▸ PROVIDED DATA:

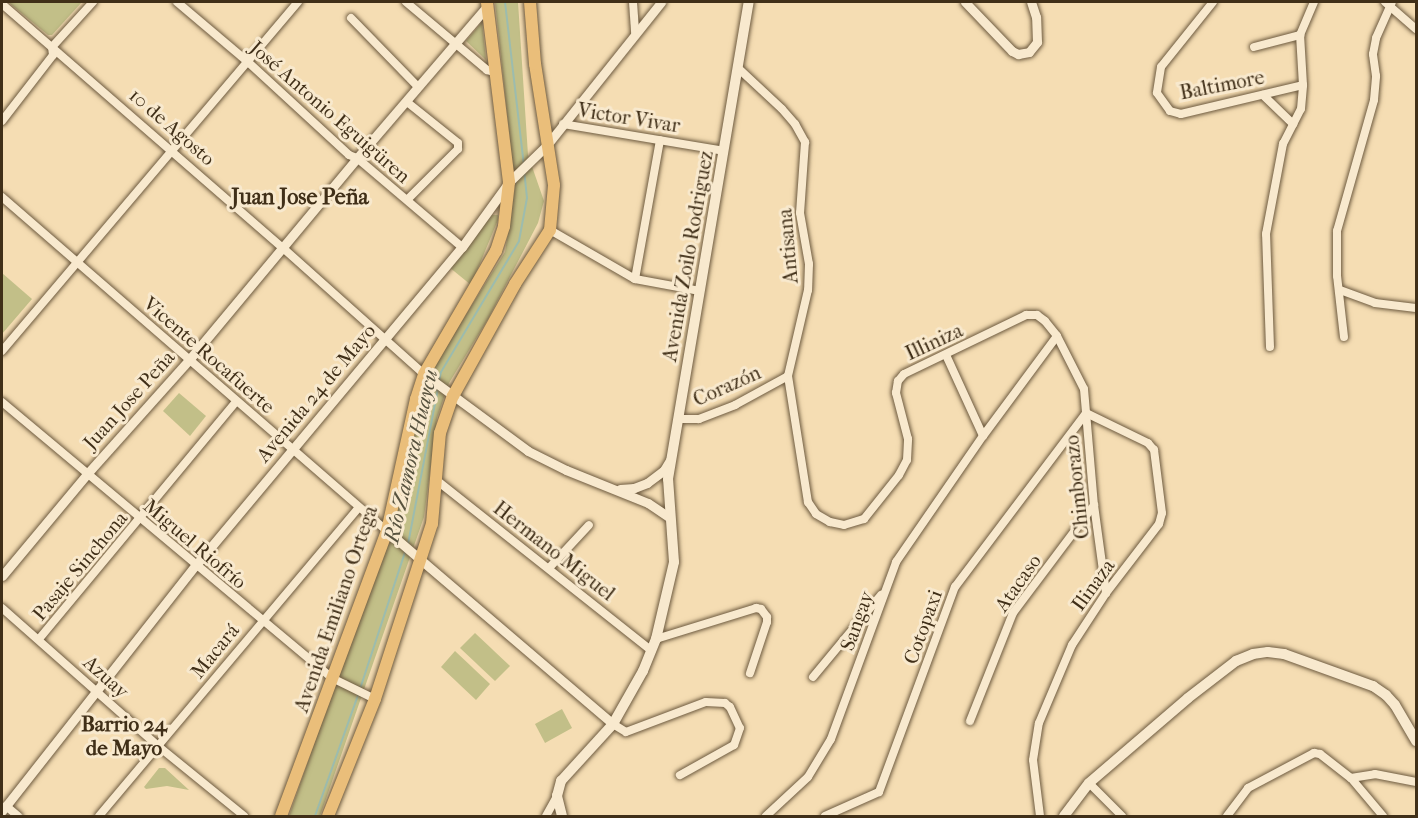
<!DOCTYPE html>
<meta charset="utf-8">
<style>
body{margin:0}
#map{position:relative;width:1418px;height:818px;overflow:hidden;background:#f5ddb3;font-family:"IM FELL French Canon",serif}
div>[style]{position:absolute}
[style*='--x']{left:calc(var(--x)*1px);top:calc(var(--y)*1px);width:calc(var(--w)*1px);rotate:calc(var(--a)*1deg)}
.green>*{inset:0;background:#c2bf88}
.stream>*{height:2px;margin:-1px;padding:0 1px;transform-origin:1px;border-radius:1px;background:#9cbcae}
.roads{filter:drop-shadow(0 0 2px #6d5a3f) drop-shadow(0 0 2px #6d5a3f)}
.minor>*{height:8px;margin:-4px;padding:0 4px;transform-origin:4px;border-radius:4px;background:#f8e9ce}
.tertiary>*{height:9px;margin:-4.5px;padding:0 4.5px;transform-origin:4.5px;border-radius:4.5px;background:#f8e9ce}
.secondary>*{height:10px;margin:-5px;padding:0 5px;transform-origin:5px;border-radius:5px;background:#f8e9ce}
.primary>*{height:12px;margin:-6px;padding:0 6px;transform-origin:6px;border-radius:6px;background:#eabe7a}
span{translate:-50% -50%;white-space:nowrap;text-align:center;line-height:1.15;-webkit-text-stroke:6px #f8e9ce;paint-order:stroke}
.street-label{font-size:20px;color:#402f18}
.water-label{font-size:21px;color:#57523e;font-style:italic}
.neighbourhood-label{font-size:21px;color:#402f18;font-weight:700}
.quarter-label{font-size:22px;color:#402f18;font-weight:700}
.frame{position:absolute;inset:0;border:3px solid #402f18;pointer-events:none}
</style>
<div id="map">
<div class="green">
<i style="clip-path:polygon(8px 2px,82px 2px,52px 35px,48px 35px)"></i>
<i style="clip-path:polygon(495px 2px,518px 2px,528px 155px,544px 201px,538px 223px,488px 319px,449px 383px,437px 418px,424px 517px,320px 816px,289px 816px,404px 486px,417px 409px,432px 369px,505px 252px,515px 187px)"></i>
<i style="clip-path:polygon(482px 22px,486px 60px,466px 41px)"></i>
<i style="clip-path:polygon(492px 215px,498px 215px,498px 220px,471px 285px,449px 267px)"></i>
<i style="clip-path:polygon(2px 273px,32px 299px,2px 334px)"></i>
<i style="clip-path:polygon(179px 393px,206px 416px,190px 436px,163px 411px)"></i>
<i style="clip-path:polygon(475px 633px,510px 666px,495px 681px,460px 648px)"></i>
<i style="clip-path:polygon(455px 651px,490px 684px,476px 700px,441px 667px)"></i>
<i style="clip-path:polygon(562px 709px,572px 728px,545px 743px,535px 724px)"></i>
<i style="clip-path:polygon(159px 768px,165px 768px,189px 790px,167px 786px,146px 789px,144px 787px)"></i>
</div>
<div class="stream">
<i style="--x:505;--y:2;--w:164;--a:83.4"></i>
<i style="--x:439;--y:382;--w:10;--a:-79"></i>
<i style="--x:441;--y:372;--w:152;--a:-59.2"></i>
<i style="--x:519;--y:241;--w:44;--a:-79.5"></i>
<i style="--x:527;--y:198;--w:28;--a:-96"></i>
<i style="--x:408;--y:544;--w:159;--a:-79.1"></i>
<i style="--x:360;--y:689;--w:147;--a:-71.8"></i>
<i style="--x:315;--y:816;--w:128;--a:-70.4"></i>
</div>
<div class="roads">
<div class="minor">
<i style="--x:177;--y:2;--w:93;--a:40.2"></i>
<i style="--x:248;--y:62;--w:137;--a:42.6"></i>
<i style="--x:349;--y:155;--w:9;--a:21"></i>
<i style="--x:357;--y:158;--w:138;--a:40.3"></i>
<i style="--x:406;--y:2;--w:106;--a:40"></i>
<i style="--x:487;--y:70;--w:10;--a:17"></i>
<i style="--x:633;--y:2;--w:31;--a:86"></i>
<i style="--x:1213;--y:2;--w:83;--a:128.7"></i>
<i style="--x:1161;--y:67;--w:26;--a:99"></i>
<i style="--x:1157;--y:93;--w:22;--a:54"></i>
<i style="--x:1170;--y:111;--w:11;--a:15"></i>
<i style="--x:1181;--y:114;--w:125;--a:-13.4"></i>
<i style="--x:1385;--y:2;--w:41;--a:41.1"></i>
<i style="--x:2;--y:4;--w:372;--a:41"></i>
<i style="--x:283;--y:248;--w:189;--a:41.8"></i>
<i style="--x:351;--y:18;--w:96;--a:45.8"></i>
<i style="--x:1254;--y:47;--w:48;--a:-14.6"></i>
<i style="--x:738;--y:68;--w:60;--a:43"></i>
<i style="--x:782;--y:109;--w:20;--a:49"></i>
<i style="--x:795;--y:124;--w:21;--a:61"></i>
<i style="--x:805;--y:142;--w:71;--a:94"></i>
<i style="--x:800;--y:213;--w:52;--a:80"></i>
<i style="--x:809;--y:264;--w:26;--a:92"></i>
<i style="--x:808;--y:290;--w:88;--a:103.1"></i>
<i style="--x:788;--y:376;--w:128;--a:81"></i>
<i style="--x:808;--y:502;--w:14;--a:56"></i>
<i style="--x:816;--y:514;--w:16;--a:30"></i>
<i style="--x:830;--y:522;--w:14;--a:12"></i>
<i style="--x:844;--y:525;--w:21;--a:-17"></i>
<i style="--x:864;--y:519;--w:56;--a:-51.5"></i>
<i style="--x:899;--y:475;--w:17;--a:-62"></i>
<i style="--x:907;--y:460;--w:21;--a:-87"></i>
<i style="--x:908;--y:439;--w:48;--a:-104.6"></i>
<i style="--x:896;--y:393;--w:12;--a:-81"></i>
<i style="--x:898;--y:381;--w:9;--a:-49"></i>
<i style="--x:904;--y:374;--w:136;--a:-25.8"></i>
<i style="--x:1026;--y:315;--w:11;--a:0"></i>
<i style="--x:1037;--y:315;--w:10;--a:37"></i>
<i style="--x:1045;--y:321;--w:19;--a:51"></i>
<i style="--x:1057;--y:336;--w:59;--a:63"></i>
<i style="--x:1084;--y:389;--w:116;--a:85.1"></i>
<i style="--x:1094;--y:505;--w:89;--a:82.2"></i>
<i style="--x:1263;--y:95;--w:42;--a:44"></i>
<i style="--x:407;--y:102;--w:65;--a:38.8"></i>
<i style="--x:458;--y:143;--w:6;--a:90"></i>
<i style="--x:458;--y:149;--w:72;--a:135"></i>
<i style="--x:2;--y:121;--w:83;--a:-52.3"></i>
<i style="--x:53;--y:55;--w:8;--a:-97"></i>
<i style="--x:52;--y:47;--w:61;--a:-47.7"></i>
<i style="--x:563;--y:124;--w:163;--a:9.5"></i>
<i style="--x:2;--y:197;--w:510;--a:40.94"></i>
<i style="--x:550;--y:230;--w:98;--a:30"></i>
<i style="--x:635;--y:279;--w:66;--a:10.5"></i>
<i style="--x:635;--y:279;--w:141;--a:-79.8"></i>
<i style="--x:1340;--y:290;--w:37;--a:20"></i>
<i style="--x:1375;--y:303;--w:41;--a:7"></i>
<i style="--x:1344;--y:337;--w:61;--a:-96.5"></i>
<i style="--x:1337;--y:276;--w:45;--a:-90"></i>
<i style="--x:1337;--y:231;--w:136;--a:-74.2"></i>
<i style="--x:1374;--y:100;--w:24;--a:-85"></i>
<i style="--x:1376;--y:76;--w:22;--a:-98"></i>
<i style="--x:1373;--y:54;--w:16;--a:-79"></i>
<i style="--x:1376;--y:38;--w:39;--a:-66"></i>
<i style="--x:1270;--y:347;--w:113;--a:-92"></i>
<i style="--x:1266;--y:234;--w:92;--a:-79.3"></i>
<i style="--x:1283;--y:144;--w:39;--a:-63"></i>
<i style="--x:1301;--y:109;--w:24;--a:-85"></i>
<i style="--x:1303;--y:85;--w:50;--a:-93.4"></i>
<i style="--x:1300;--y:35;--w:36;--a:-67"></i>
<i style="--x:2;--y:351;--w:458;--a:-49.7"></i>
<i style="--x:946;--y:355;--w:89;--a:65.4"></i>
<i style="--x:2;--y:402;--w:430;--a:39.9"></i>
<i style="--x:332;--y:678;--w:48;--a:26"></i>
<i style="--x:679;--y:419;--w:20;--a:0"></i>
<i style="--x:699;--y:419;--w:39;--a:-21"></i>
<i style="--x:735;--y:405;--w:60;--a:-28.7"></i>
<i style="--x:435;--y:479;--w:275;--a:38.4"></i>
<i style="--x:550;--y:567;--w:57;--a:-47.1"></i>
<i style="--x:2;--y:608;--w:208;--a:41.5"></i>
<i style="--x:158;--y:746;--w:111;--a:39.1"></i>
<i style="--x:39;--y:639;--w:308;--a:-50.3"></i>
<i style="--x:656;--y:639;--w:105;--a:-17.2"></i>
<i style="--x:756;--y:608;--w:5;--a:11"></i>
<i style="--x:761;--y:609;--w:10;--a:53"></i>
<i style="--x:767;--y:617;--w:5;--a:90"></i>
<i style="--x:767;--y:622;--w:54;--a:108.4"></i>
<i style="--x:813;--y:677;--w:107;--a:-50.3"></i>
<i style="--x:970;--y:721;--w:116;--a:-68.3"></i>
<i style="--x:1013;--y:613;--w:135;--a:-53.1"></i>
<i style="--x:613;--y:724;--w:15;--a:32"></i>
<i style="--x:626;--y:732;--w:85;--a:-20.6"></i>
<i style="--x:706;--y:702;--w:19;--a:3"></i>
<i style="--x:725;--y:703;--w:6;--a:39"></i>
<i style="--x:730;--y:707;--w:23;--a:65"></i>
<i style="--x:740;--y:728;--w:18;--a:109"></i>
<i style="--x:734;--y:745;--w:62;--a:150.9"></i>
<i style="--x:1351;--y:778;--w:24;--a:-9"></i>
<i style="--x:1375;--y:774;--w:42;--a:11"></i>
<i style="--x:1089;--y:783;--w:47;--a:45"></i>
<i style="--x:6;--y:806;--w:16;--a:40"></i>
<i style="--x:99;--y:816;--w:402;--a:-49.9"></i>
<i style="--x:546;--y:816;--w:23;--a:-61"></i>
<i style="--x:766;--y:816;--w:57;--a:-42.9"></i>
<i style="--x:808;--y:777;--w:44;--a:-58.8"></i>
<i style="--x:831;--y:739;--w:189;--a:-69.8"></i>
<i style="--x:896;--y:562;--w:153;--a:-55.4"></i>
<i style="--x:983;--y:436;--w:124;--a:-53.5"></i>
<i style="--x:825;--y:816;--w:59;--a:-24"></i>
<i style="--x:879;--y:792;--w:219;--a:-69.7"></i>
<i style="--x:955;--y:587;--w:218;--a:-53"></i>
<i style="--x:1040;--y:816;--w:56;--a:-97.1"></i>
<i style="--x:1033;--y:760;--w:37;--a:-81"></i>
<i style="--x:1039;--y:723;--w:85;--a:-67.1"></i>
<i style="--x:1072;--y:645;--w:62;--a:-56.8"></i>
<i style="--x:1106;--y:593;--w:87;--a:-52.5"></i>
<i style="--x:1159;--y:524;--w:11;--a:-75"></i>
<i style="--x:1162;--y:513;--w:64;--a:-97.2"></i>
<i style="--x:1154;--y:450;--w:9;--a:-131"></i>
<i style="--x:1148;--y:443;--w:69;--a:-154.2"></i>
<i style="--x:1227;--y:816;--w:35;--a:-53"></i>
<i style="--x:1248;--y:788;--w:75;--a:-27.9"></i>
<i style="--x:1314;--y:753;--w:6;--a:9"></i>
<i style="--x:1320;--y:754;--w:39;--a:38"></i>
<i style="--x:1351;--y:778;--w:50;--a:49.9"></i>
</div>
<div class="tertiary">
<i style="--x:965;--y:2;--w:68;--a:46.2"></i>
<i style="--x:1012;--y:51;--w:7;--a:27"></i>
<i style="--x:1018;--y:54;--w:11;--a:-10"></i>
<i style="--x:1029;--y:52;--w:13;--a:-51"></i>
<i style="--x:1037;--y:42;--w:25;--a:-92"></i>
<i style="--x:1036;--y:17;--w:16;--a:-108"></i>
<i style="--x:424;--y:374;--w:129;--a:36.5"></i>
<i style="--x:528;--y:451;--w:42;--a:26.6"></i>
<i style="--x:566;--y:470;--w:88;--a:21.9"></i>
<i style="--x:648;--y:503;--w:25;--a:34"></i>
<i style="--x:620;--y:489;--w:14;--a:-4"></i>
<i style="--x:634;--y:488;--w:14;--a:-21"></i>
<i style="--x:647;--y:483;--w:21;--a:-37"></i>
<i style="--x:664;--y:470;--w:12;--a:-59"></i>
<i style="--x:387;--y:531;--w:297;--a:40.5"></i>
<i style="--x:2;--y:576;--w:133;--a:-50.2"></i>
<i style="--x:87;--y:474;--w:152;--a:-48.2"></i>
<i style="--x:188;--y:361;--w:264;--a:-50.2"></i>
<i style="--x:357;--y:158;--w:201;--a:-49.4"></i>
<i style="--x:2;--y:811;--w:312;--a:-51.8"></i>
<i style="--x:195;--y:566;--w:416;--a:-50.1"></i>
<i style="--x:462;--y:247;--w:80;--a:-54.1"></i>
<i style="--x:509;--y:182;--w:53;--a:-44.2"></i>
<i style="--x:547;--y:145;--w:183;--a:-51.4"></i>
</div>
<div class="secondary">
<i style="--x:562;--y:816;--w:21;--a:-104"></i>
<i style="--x:557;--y:796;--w:16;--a:-75"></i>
<i style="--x:561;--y:781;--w:77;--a:-47.6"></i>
<i style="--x:613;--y:724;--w:61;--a:-60.5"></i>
<i style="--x:643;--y:671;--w:35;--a:-68"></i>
<i style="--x:656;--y:639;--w:79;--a:-76.8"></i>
<i style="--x:674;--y:562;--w:83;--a:-94.1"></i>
<i style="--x:668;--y:479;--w:484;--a:-80.4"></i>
<i style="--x:1064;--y:816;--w:41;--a:-52.9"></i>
<i style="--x:1089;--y:783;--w:130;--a:-40.6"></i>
<i style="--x:1188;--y:698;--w:61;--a:-37.6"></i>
<i style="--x:1236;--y:661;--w:18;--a:-22"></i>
<i style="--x:1253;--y:654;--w:15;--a:-8"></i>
<i style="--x:1268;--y:652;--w:16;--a:7"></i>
<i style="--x:1284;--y:654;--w:95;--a:19.8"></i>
<i style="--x:1373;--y:686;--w:16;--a:35"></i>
<i style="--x:1386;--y:695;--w:13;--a:48"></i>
<i style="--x:1395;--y:705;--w:42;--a:59.7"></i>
</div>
<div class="primary">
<i style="--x:281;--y:816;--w:304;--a:-69.6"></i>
<i style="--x:387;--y:531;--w:135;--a:-77.6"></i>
<i style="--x:416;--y:399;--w:26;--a:-72"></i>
<i style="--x:424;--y:374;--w:143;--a:-59.7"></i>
<i style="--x:496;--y:251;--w:26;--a:-72"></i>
<i style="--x:504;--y:226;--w:44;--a:-83.5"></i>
<i style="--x:509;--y:182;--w:181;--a:-97"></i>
<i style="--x:328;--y:816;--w:126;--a:-68.1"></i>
<i style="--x:375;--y:699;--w:184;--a:-72"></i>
<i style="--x:432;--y:524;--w:91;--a:-85"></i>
<i style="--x:440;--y:433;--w:39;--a:-71"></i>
<i style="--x:453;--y:396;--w:128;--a:-61"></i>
<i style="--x:515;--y:284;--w:64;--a:-57.1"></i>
<i style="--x:550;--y:230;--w:45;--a:-84.9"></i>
<i style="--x:554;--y:185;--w:122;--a:-98.9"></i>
<i style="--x:535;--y:64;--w:62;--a:-94.6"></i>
</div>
</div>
<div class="street-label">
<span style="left:1222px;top:85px;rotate:-11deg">Baltimore</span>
<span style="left:330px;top:112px;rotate:41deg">José Antonio Eguigüren</span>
<span style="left:629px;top:118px;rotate:9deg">Victor Vivar</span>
<span style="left:172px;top:127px;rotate:41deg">10 de Agosto</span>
<span style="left:788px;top:246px;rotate:-95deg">Antisana</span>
<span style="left:688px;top:256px;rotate:-80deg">Avenida Zoilo Rodriguez</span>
<span style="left:934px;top:342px;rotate:-25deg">Illiniza</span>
<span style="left:209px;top:355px;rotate:41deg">Vicente Rocafuerte</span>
<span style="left:727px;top:386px;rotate:-24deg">Corazón</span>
<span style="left:316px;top:393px;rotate:-50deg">Avenida 24 de Mayo</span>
<span style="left:129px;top:400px;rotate:-48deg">Juan Jose Peña</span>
<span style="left:1077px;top:487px;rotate:-96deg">Chimborazo</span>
<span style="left:195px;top:544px;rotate:40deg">Miguel Riofrío</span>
<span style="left:554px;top:551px;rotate:38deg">Hermano Miguel</span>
<span style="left:80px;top:566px;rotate:-50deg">Pasaje Sinchona</span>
<span style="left:1018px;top:583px;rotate:-55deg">Atacaso</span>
<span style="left:1093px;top:585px;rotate:-54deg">Ilinaza</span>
<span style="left:336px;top:609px;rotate:-71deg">Avenida Emiliano Ortega</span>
<span style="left:857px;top:621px;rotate:-70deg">Sangay</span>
<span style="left:923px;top:627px;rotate:-70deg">Cotopaxi</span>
<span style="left:215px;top:651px;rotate:-51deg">Macará</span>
<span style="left:106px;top:677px;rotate:42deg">Azuay</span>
</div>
<div class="water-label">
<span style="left:411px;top:456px;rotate:-77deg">Río Zamora Huaycu</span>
</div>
<div class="neighbourhood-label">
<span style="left:124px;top:736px">Barrio 24<br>de Mayo</span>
</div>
<div class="quarter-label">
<span style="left:300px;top:198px">Juan Jose Peña</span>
</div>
<div class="frame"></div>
</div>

▸ WHAT YOU HAVE TO DO:
Go through the records. Copy each line where "width" appears.

▸ ANSWER TO THIS PROBLEM:
#map{position:relative;width:1418px;height:818px;overflow:hidden;background:#f5ddb3;font-family:"IM FELL French Canon",serif}
[style*='--x']{left:calc(var(--x)*1px);top:calc(var(--y)*1px);width:calc(var(--w)*1px);rotate:calc(var(--a)*1deg)}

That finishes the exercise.